Stored data:
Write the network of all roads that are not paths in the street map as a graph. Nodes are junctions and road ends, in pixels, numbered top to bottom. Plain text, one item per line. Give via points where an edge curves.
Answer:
* * *
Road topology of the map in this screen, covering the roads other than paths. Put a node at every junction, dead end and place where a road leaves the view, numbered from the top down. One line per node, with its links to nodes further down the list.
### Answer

Assignment: For each line of the data that has the word "paths", report that line.

Solution for this problem:
Write the network of all roads that are not paths in the street map as a graph. Nodes are junctions and road ends, in pixels, numbered top to bottom. Plain text, one item per line. Give via points where an edge curves.
Road topology of the map in this screen, covering the roads other than paths. Put a node at every junction, dead end and place where a road leaves the view, numbered from the top down. One line per node, with its links to nodes further down the list.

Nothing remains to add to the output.